Several structures on campus and the nearby Pogonip City Park have been entered into the National Register for Historic Places because of their significance in California’s limestone industry. The entire district covers 30 acres and includes the granary, now a childcare center; the Cook House, now the admissions office; the Cardiff House, now the women’s center; and other buildings including several lime kilns.

Friday’s event was held at the base of campus near many of the historic buildings. Chancellor George Blumenthal, County Supervisor Neal Coonerty, Former Assemblyman John Laird, and Friends of the Cowell Lime Works President Frank Perry spoke at the ceremony. The event was held to unveil a plaque outside the Cook House honoring UCSC’s inclusion to the list.

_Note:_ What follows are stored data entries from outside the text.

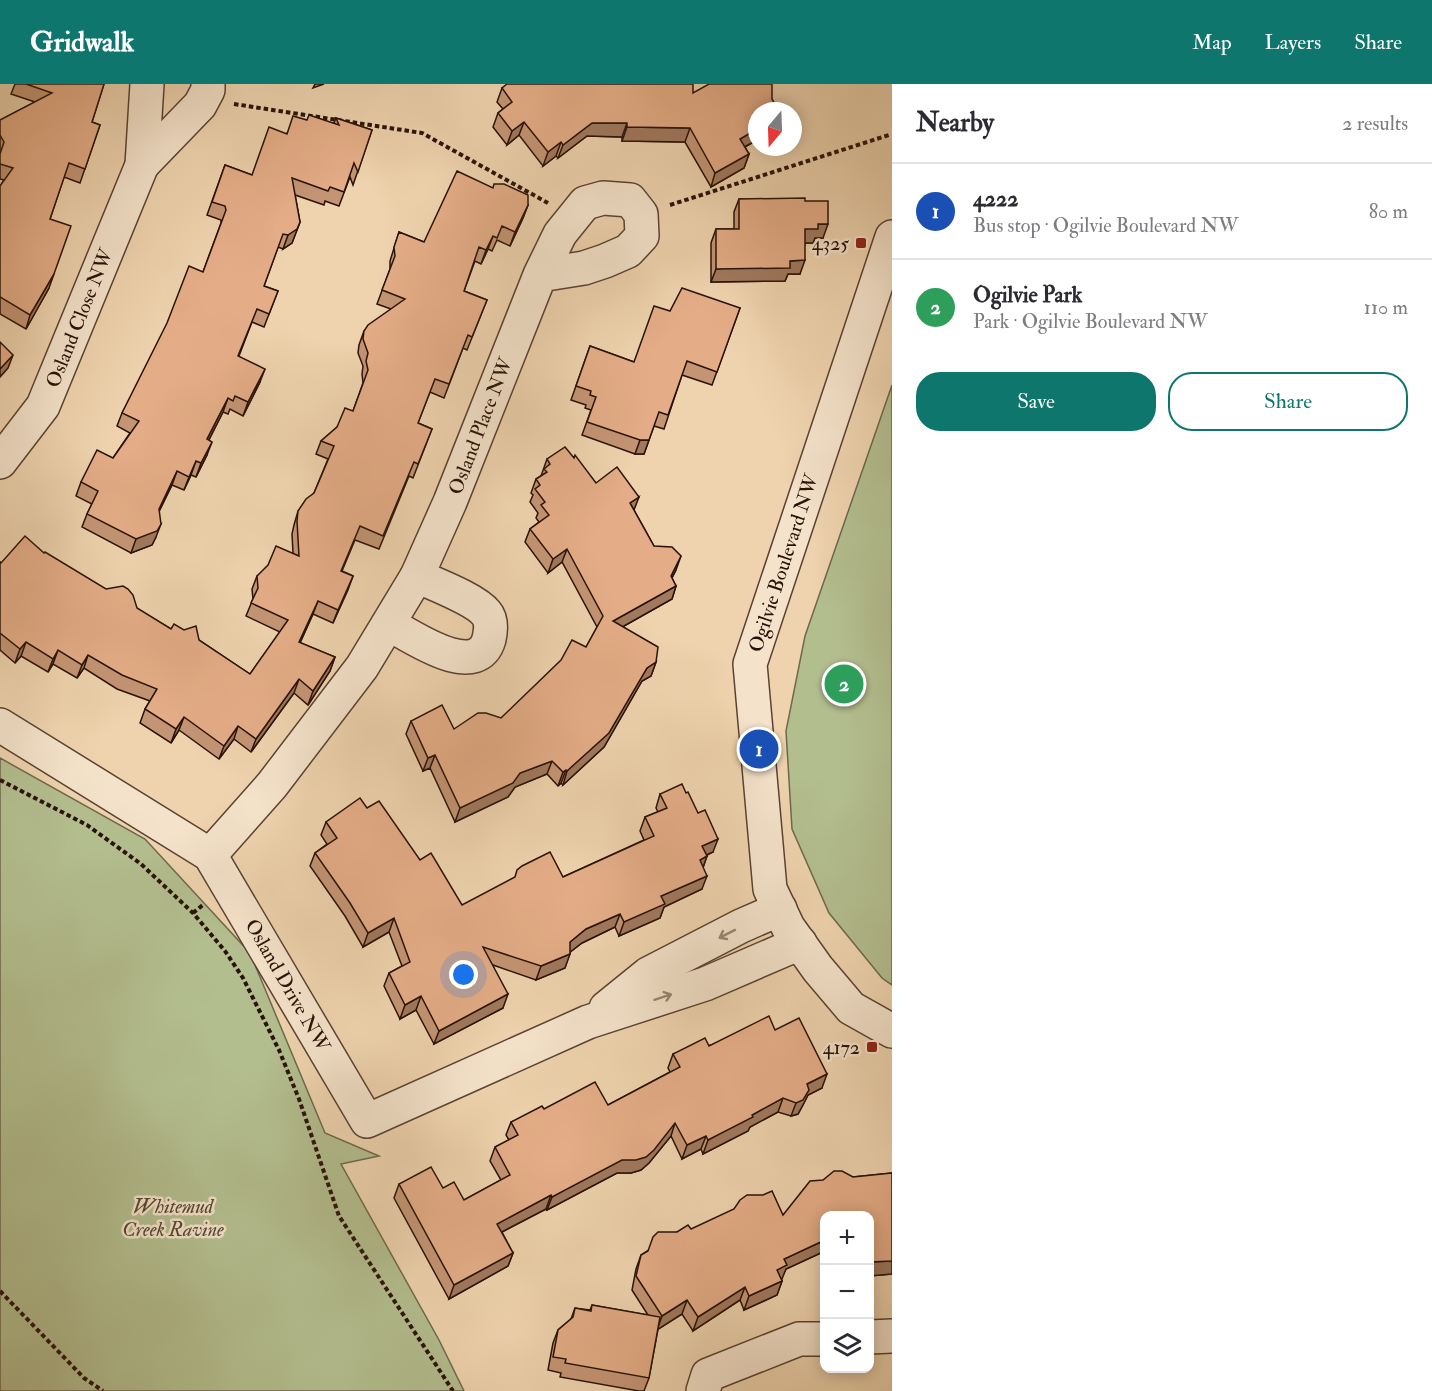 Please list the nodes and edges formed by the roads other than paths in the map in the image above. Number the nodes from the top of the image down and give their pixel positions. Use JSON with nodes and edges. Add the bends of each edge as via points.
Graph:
{"nodes":[{"id":1,"x":147,"y":84,"type":"edge"},
{"id":2,"x":218,"y":94,"type":"edge"},
{"id":3,"x":142,"y":165,"type":"junction"},
{"id":4,"x":892,"y":237,"type":"edge"},
{"id":5,"x":540,"y":275,"type":"dead end"},
{"id":6,"x":0,"y":462,"type":"edge"},
{"id":7,"x":417,"y":576,"type":"junction"},
{"id":8,"x":389,"y":624,"type":"junction"},
{"id":9,"x":0,"y":725,"type":"edge"},
{"id":10,"x":210,"y":855,"type":"junction"},
{"id":11,"x":780,"y":909,"type":"junction"},
{"id":12,"x":800,"y":943,"type":"junction"},
{"id":13,"x":588,"y":1022,"type":"junction"},
{"id":14,"x":892,"y":1031,"type":"edge"},
{"id":15,"x":892,"y":1336,"type":"edge"},
{"id":16,"x":874,"y":1337,"type":"edge"},
{"id":17,"x":820,"y":1339,"type":"edge"},
{"id":18,"x":703,"y":1391,"type":"edge"}],
"edges":[{"from":1,"to":3,"type":"street","name":"Osland Close NW"},
{"from":2,"to":3,"type":"street","name":"Osland Close NW","via":[[208,90],[200,105]]},
{"from":3,"to":6,"type":"street","name":"Osland Close NW","via":[[43,406]]},
{"from":4,"to":11,"type":"street","name":"Ogilvie Boulevard NW","via":[[750,664],[770,889]]},
{"from":5,"to":7,"type":"street","name":"Osland Place NW"},
{"from":7,"to":8,"type":"street","name":"Osland Place NW"},
{"from":7,"to":8,"type":"street","via":[[478,605],[488,614],[488,642],[479,654],[466,658],[434,648]]},
{"from":8,"to":10,"type":"street","name":"Osland Place NW","via":[[362,667],[272,785]]},
{"from":9,"to":10,"type":"street","name":"Osland Drive NW"},
{"from":10,"to":13,"type":"street","name":"Osland Drive NW","via":[[367,1121]]},
{"from":11,"to":12,"type":"street","name":"Ogilvie Boulevard NW"},
{"from":11,"to":13,"type":"street","name":"Osland Drive NW","one_way":true,"via":[[648,974]]},
{"from":13,"to":12,"type":"street","name":"Osland Drive NW","one_way":true,"via":[[705,984]]},
{"from":12,"to":14,"type":"street","name":"Ogilvie Boulevard NW","via":[[851,1008]]},
{"from":15,"to":16,"type":"street"},
{"from":17,"to":18,"type":"street","via":[[799,1340],[708,1375]]}]}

In the 19th century, workers on the Cowell ranch, now UCSC, would mine the rock from ranch quarries. They would put the limestone in large kilns and heat it with redwood-powered flames to create lime.

Workers would next put the lime in barrels and place the barrels in oxen- or horse-driven wagons that would be taken down Bay Street, then known as Lime Kiln Road. The barrels would be loaded onto the wharf and shipped to San Francisco or other cities. Santa Cruz was once the biggest exporter of lime in California.

Coonerty, who owns Bookshop Santa Cruz, said he thinks local history has particular importance to the people of Santa Cruz. He noted that books about local history have always done extremely well in his store. Other attendants and speakers, including Chancellor Blumenthal, expressed similar sentiments.
“Every place has history, but Santa Cruz, as a community, has long recognized the importance of historic preservation and what brought the community to be what it is,” Blumenthal said after the event. “This is, in a sense, an effort by the university to do the same in working with the community. I think we all recognize how important this area has been in the history of the community and of the university. Part going into the future is recognizing our past.”

After the speakers finished, Chancellor Blumenthal and Frank Perry unveiled the plaque from underneath a black velvet cloth. The plaque, a reminder for generations to come, sits on a local boulder of local limestone, a true piece of Santa Cruz history.